AUCF researcher’s work to create a “brain-on-a-chip” aims to improve neurological disorder research by speeding up drug discovery and providing an alternative to animal testing.
James Hickman — professor of chemistry, biomolecular sciences and electrical engineering — recently published some of his latest findings in the journals Stem Cell Reports and Advanced Therapeutics.
These studies explain advancements in his research group’s efforts to develop the functional neural model otherwise known as a “brain-on-a-chip.” Such a model could revolutionize neurological research by replicating the pathologies of neurological disorders and rare autoimmune neuropathies, without the need for testing on human or animal subjects.
The Stem Cell Reports paper demonstrated the capability to grow and differentiate cortical neurons — known to be responsible for a majority of higher brain function — into fully mature and functional cells.
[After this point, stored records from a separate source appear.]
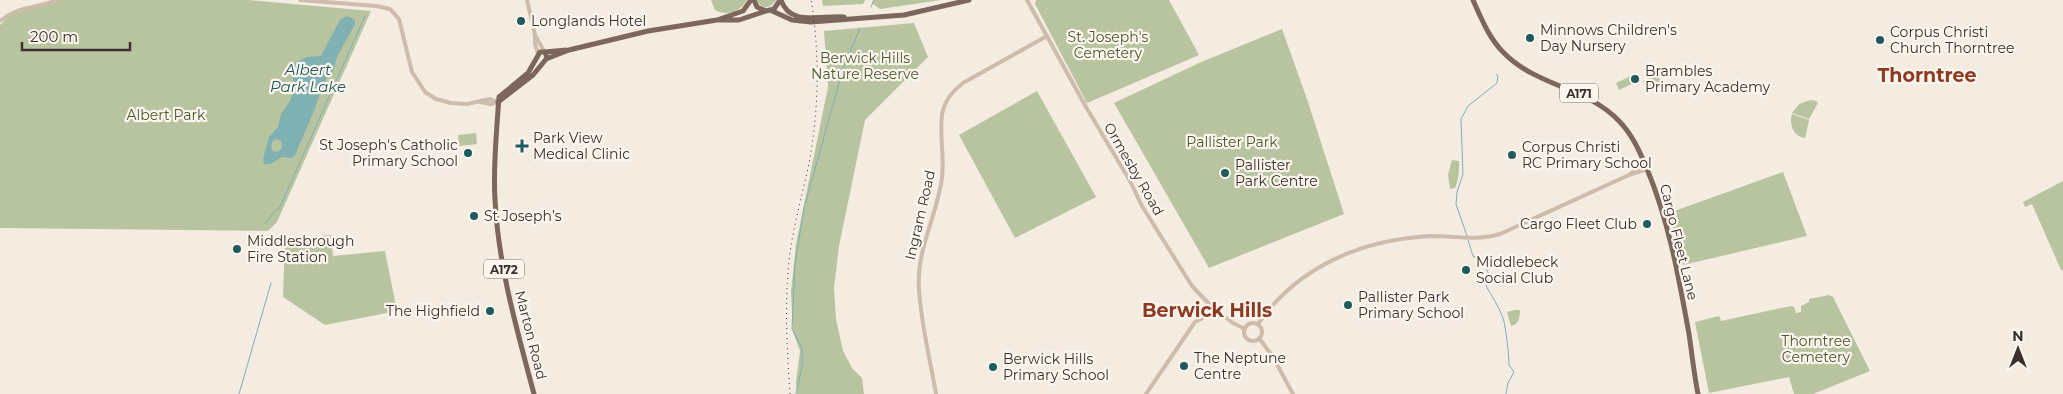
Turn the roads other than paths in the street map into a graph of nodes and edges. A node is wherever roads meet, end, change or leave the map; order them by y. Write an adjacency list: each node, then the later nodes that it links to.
1 (57, 0): 12 (street)
2 (300, 0): 19 (street)
3 (527, 0): 13 (street)
4 (752, 0): 9 (main road); 10 (main road)
5 (780, 0): 9 (main road); 11 (main road)
6 (969, 0): 11 (main road)
7 (1027, 0): 14 (street, Ormesby Road)
8 (1473, 0): 20 (main road, Cargo Fleet Lane / A171)
9 (768, 11): 10 (main road); 11 (main road)
10 (717, 20): 15 (main road)
11 (811, 20)
12 (0, 21)
13 (535, 35): 16 (street); 17 (street)
14 (1047, 36): 23 (street, Ormesby Road); 28 (street, Ingram Road)
15 (570, 50): 16 (main road); 18 (main road)
16 (545, 52): 17 (main road); 18 (main road)
17 (538, 55): 18 (main road); 19 (main road)
18 (545, 59): 19 (main road)
19 (498, 102): 27 (main road, Marton Road / A172)
20 (1644, 163): 21 (main road, Cargo Fleet Lane / A171); 22 (street)
21 (1647, 169): 22 (street); 31 (main road, Cargo Fleet Lane / A171)
22 (1629, 174): 24 (street)
23 (1213, 308): 25 (street, Ormesby Road); 29 (street)
24 (1258, 324): 25 (street); 26 (street)
25 (1245, 329): 26 (street)
26 (1259, 338): 30 (street)
27 (534, 394)
28 (936, 394)
29 (1146, 394)
30 (1294, 394)
31 (1698, 394)

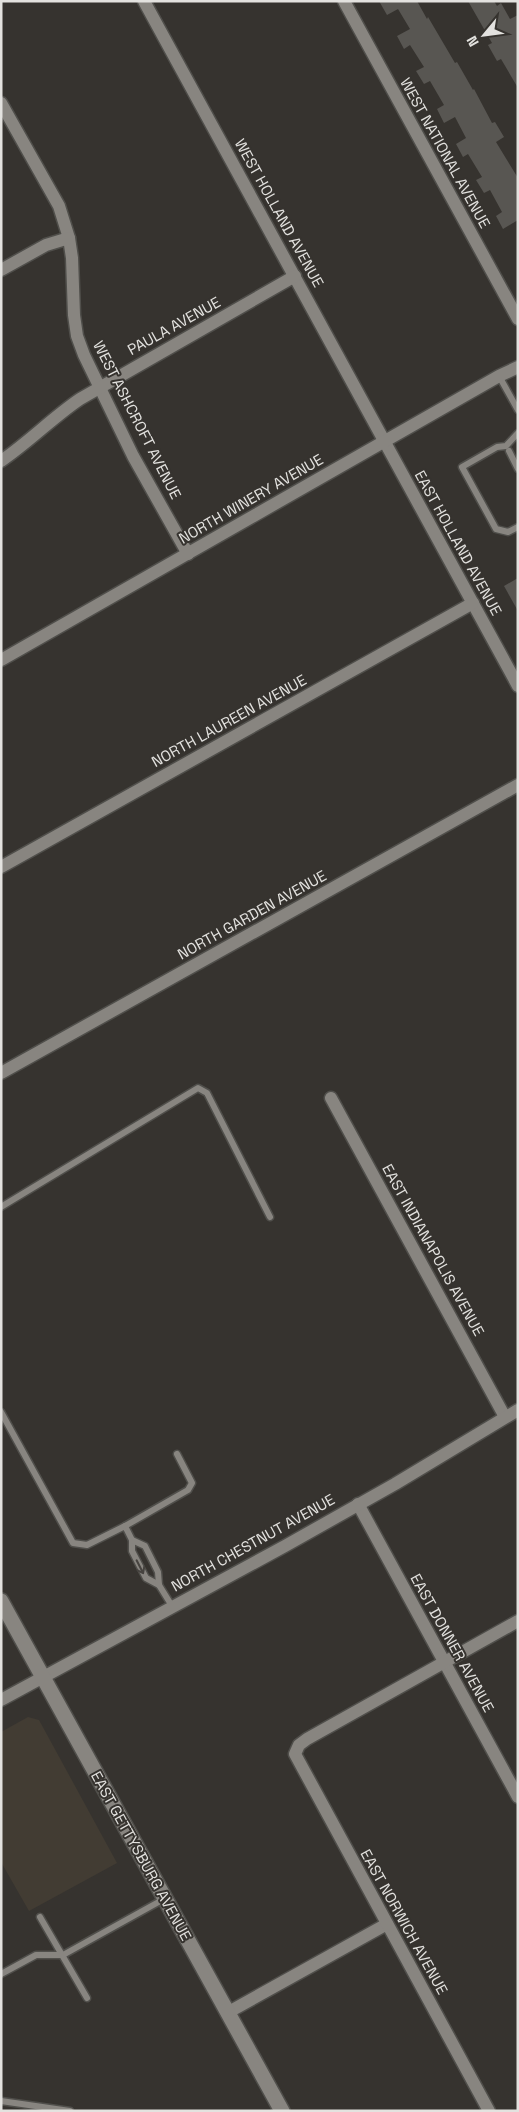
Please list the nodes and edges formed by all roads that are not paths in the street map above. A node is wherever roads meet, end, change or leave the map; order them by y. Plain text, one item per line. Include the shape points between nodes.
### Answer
1 (144, 1) edge
2 (344, 1) edge
3 (1, 103) edge
4 (69, 238) junction
5 (1, 270) edge
6 (295, 276) junction
7 (518, 319) edge
8 (518, 367) edge
9 (499, 376) junction
10 (100, 386) junction
11 (518, 410) edge
12 (518, 433) edge
13 (385, 441) junction
14 (509, 452) dead end
15 (1, 461) edge
16 (518, 469) edge
17 (518, 527) edge
18 (188, 554) junction
19 (473, 603) junction
20 (1, 660) edge
21 (518, 686) edge
22 (518, 785) edge
23 (1, 867) edge
24 (1, 1073) edge
25 (331, 1098) dead end
26 (1, 1207) edge
27 (270, 1217) dead end
28 (518, 1410) edge
29 (1, 1412) edge
30 (506, 1417) junction
31 (177, 1454) dead end
32 (358, 1504) junction
33 (125, 1526) junction
34 (132, 1540) junction
35 (159, 1585) junction
36 (1, 1601) edge
37 (172, 1606) junction
38 (518, 1621) edge
39 (444, 1662) junction
40 (44, 1679) junction
41 (1, 1700) edge
42 (518, 1797) edge
43 (164, 1899) junction
44 (40, 1917) dead end
45 (387, 1924) junction
46 (63, 1955) junction
47 (1, 1974) edge
48 (87, 1998) dead end
49 (227, 2013) junction
50 (1, 2101) edge
51 (70, 2111) edge
52 (282, 2111) edge
53 (489, 2111) edge

1 - 6 street, WEST HOLLAND AVENUE
2 - 7 street, WEST NATIONAL AVENUE
3 - 4 street, WEST ASHCROFT AVENUE via 59,206
4 - 5 street via 46,245
4 - 10 street, WEST ASHCROFT AVENUE via 77,336
6 - 10 street, PAULA AVENUE
6 - 13 street, WEST HOLLAND AVENUE
8 - 9 street, NORTH WINERY AVENUE
9 - 11 lane
9 - 13 street, NORTH WINERY AVENUE
10 - 15 street, PAULA AVENUE via 62,411
10 - 18 street, WEST ASHCROFT AVENUE via 133,456
12 - 17 lane via 506,446 497,447 462,467 496,529 508,532
13 - 18 street, NORTH WINERY AVENUE
13 - 19 street, EAST HOLLAND AVENUE
14 - 16 lane
18 - 20 street, NORTH WINERY AVENUE
19 - 21 street, EAST HOLLAND AVENUE
19 - 23 street, NORTH LAUREEN AVENUE
22 - 24 street, NORTH GARDEN AVENUE
25 - 30 street, EAST INDIANAPOLIS AVENUE
26 - 27 lane via 198,1088 207,1093
28 - 30 street, NORTH CHESTNUT AVENUE
29 - 33 lane via 73,1543 87,1545
30 - 32 street, NORTH CHESTNUT AVENUE
31 - 33 lane via 192,1483 188,1490
32 - 37 street, NORTH CHESTNUT AVENUE
32 - 39 street, EAST DONNER AVENUE
33 - 34 lane
34 -> 35 lane via 132,1551 146,1578
34 - 35 lane via 145,1546 158,1572
35 - 37 lane
36 - 40 street, EAST GETTYSBURG AVENUE
37 - 40 street, NORTH CHESTNUT AVENUE
38 - 39 street
39 - 42 street, EAST DONNER AVENUE
39 - 45 street, EAST NORWICH AVENUE via 307,1739 295,1754
40 - 41 street, NORTH CHESTNUT AVENUE
40 - 43 street, EAST GETTYSBURG AVENUE
43 - 46 lane
43 - 49 street, EAST GETTYSBURG AVENUE
44 - 46 lane
45 - 49 street
45 - 53 street, EAST NORWICH AVENUE
46 - 47 lane via 36,1955
46 - 48 lane
49 - 52 street, EAST GETTYSBURG AVENUE
50 - 51 lane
These neurons were then incorporated into a circuit functioning as a simulated system, where the researchers were able to induce long-term potentiation (LTP). LTP — which allows for memory formation — is a key phenomenon in the study of cognition, and one that has mostly evaded direct observation in human models.
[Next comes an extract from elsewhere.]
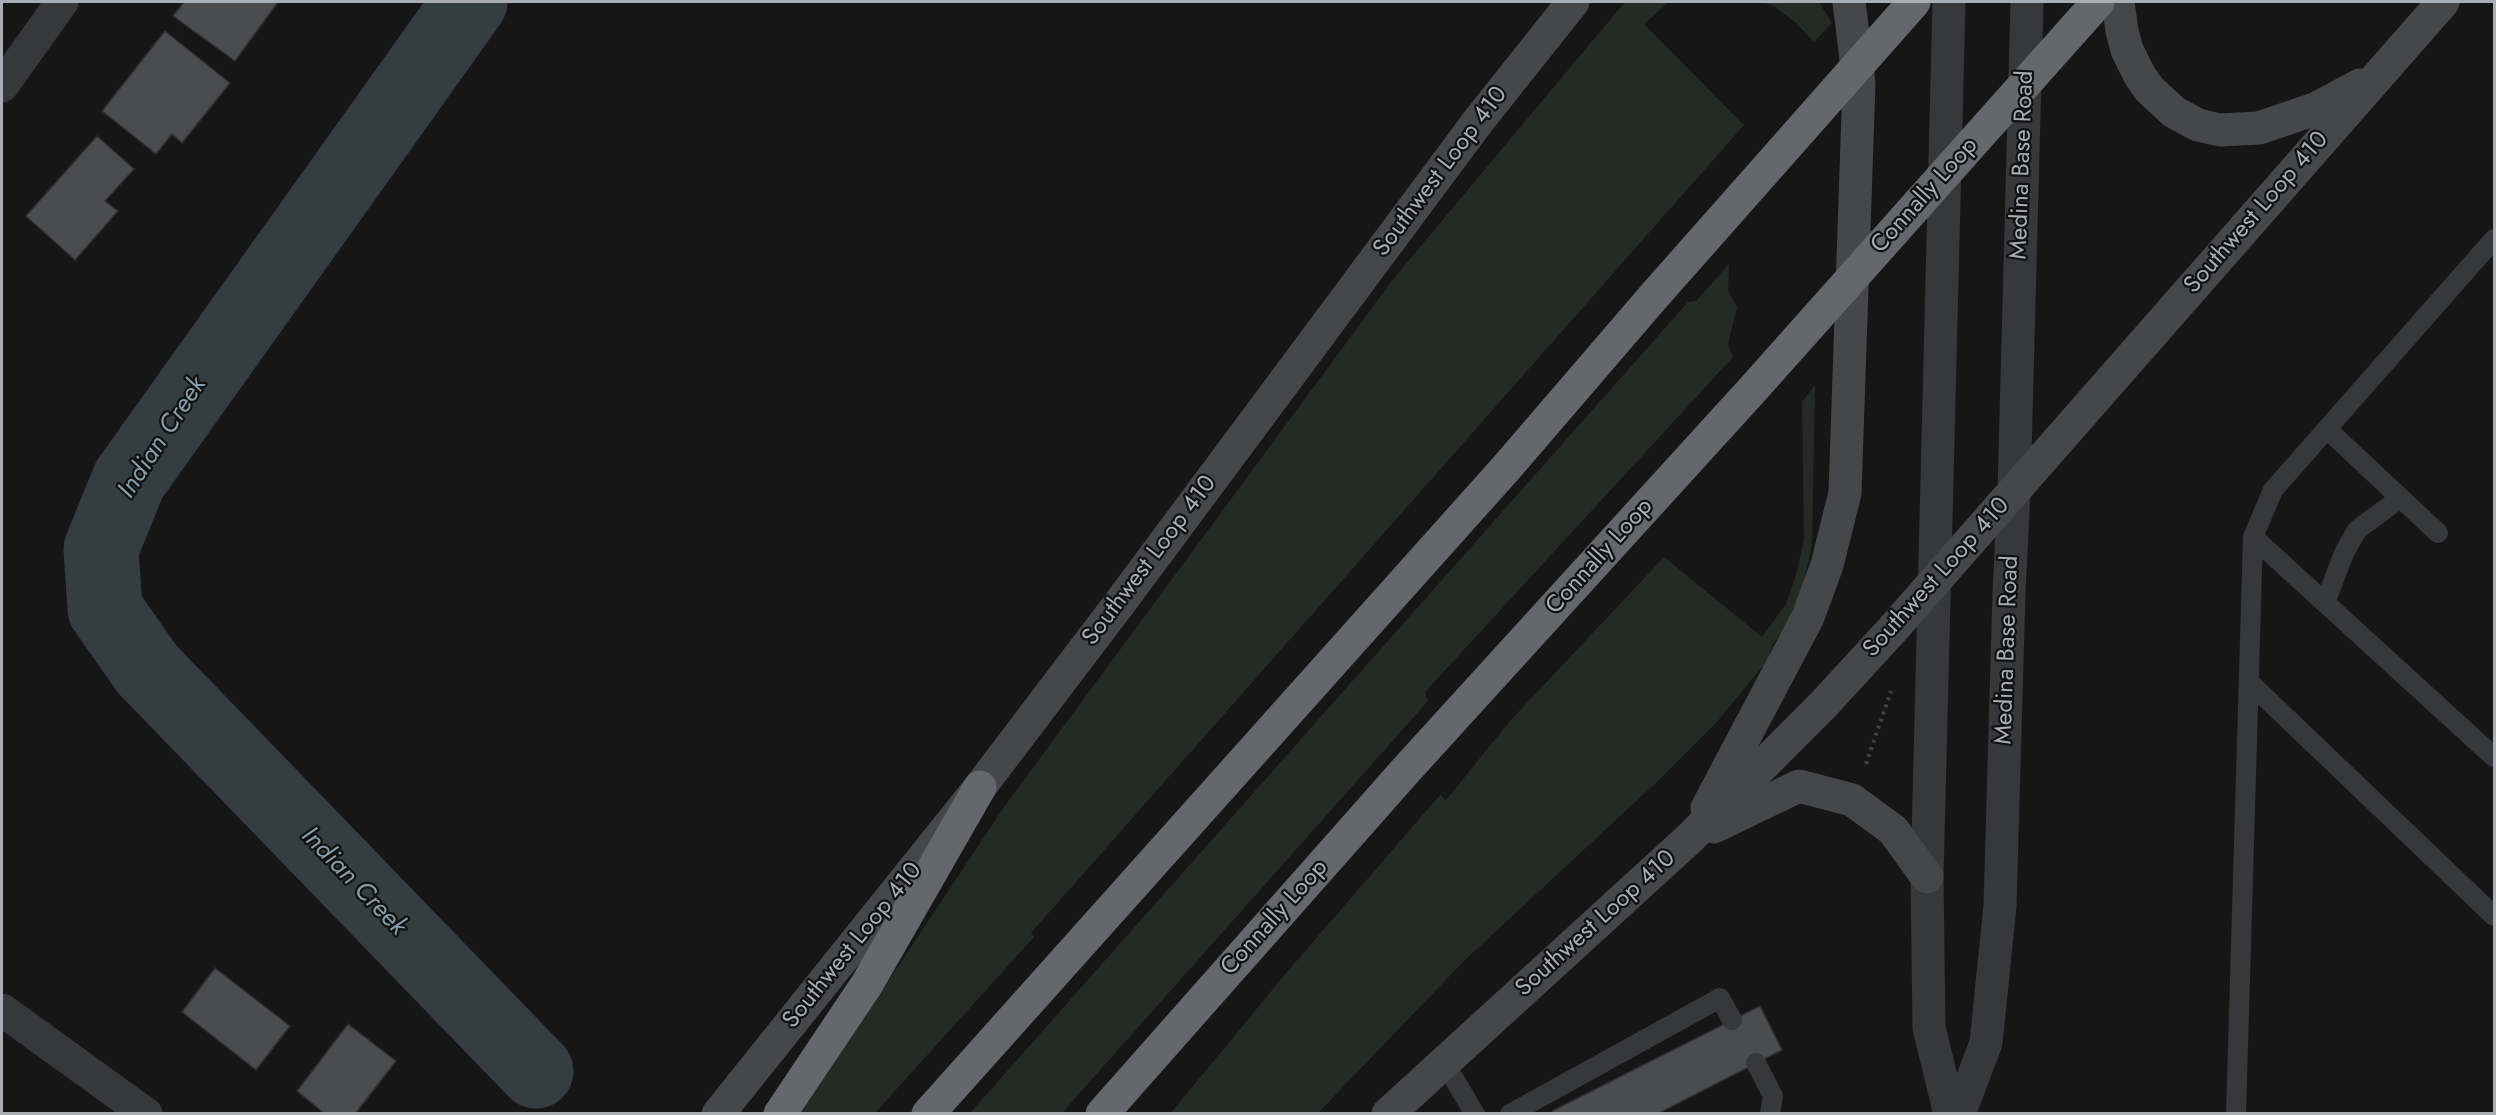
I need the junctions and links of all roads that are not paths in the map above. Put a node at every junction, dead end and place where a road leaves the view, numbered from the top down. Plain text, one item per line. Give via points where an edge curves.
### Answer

The World Health Organization estimates that about 55 million people worldwide suffer from Alzheimer’s and related dementias affecting cognition.
Studies performed on immature stem cells or mature primary cells cannot show the impact of these disorders before they escalate to full-blown cell death.
Simulated models like Hickman’s, however, could get ahead of the disease — allowing researchers to test whether a drug is capable of lessening early-stage effects or preventing symptoms entirely.
Hickman’s project uses pluripotent stem cells — derived from somatic cells, and capable of self-renewing and developing into any type of cell in the human body — as a starting material.
“We can take pluripotent stem cells and differentiate them into mature cortical neurons,” Hickman says. “So, now, there are two ways of doing drug discovery: targeting a protein within a certain biochemical pathway, which is how the majority of pharmaceutical companies do it, and what we do — taking the complex system and creating a phenotypic model.”
“If we can test the phenotypic disease model and bring it to the same function as the non-disease model with a therapeutic, then the FDA will likely accept that as data that proves efficacy, allowing a drug to go forward if there is acceptable safety data,” he says.
In this way, the phenotypic model — created as part of Hickman’s Hybrid Systems Lab’s goal of “engineering the interface between biological and non-biological systems to construct next-generation systems for toxicology, drug discovery and basic biology research” — could also provide an alternative to animal testing.
UCF has licensed many of the patents on which Hickman is an inventor to Hesperos, a company he helped launch. At both Hesperos and the Hybrid Systems Lab, researchers work to advance neural modeling to the point where neurological disorders — and especially rare diseases — are no longer treated as unmanageable.
In the Advanced Therapeutics study, the researchers demonstrated that a model similar to the one used in the Stem Cell Reports study could be used to recreate the pathology of two rare autoimmune neuropathies: chronic inflammatory demyelinating polyneuropathy and multifocal motor neuropathy. Then, the research group tested how a Sanofi compound affected the modeled pathologies. They were able to establish efficacy with their platform, allowing the drug to move to Phase II clinical trials — thus bringing it one step closer to helping patients suffering from these diseases.
Hickman says these recent discoveries indicate the researchers “potentially have a screen where we can look at therapeutics before the cells start dying, which would tell us if one could reverse the effects of a disorder.”
Hickman received his Ph.D. in chemistry from MIT in 1990 and has worked at UCF since 2004.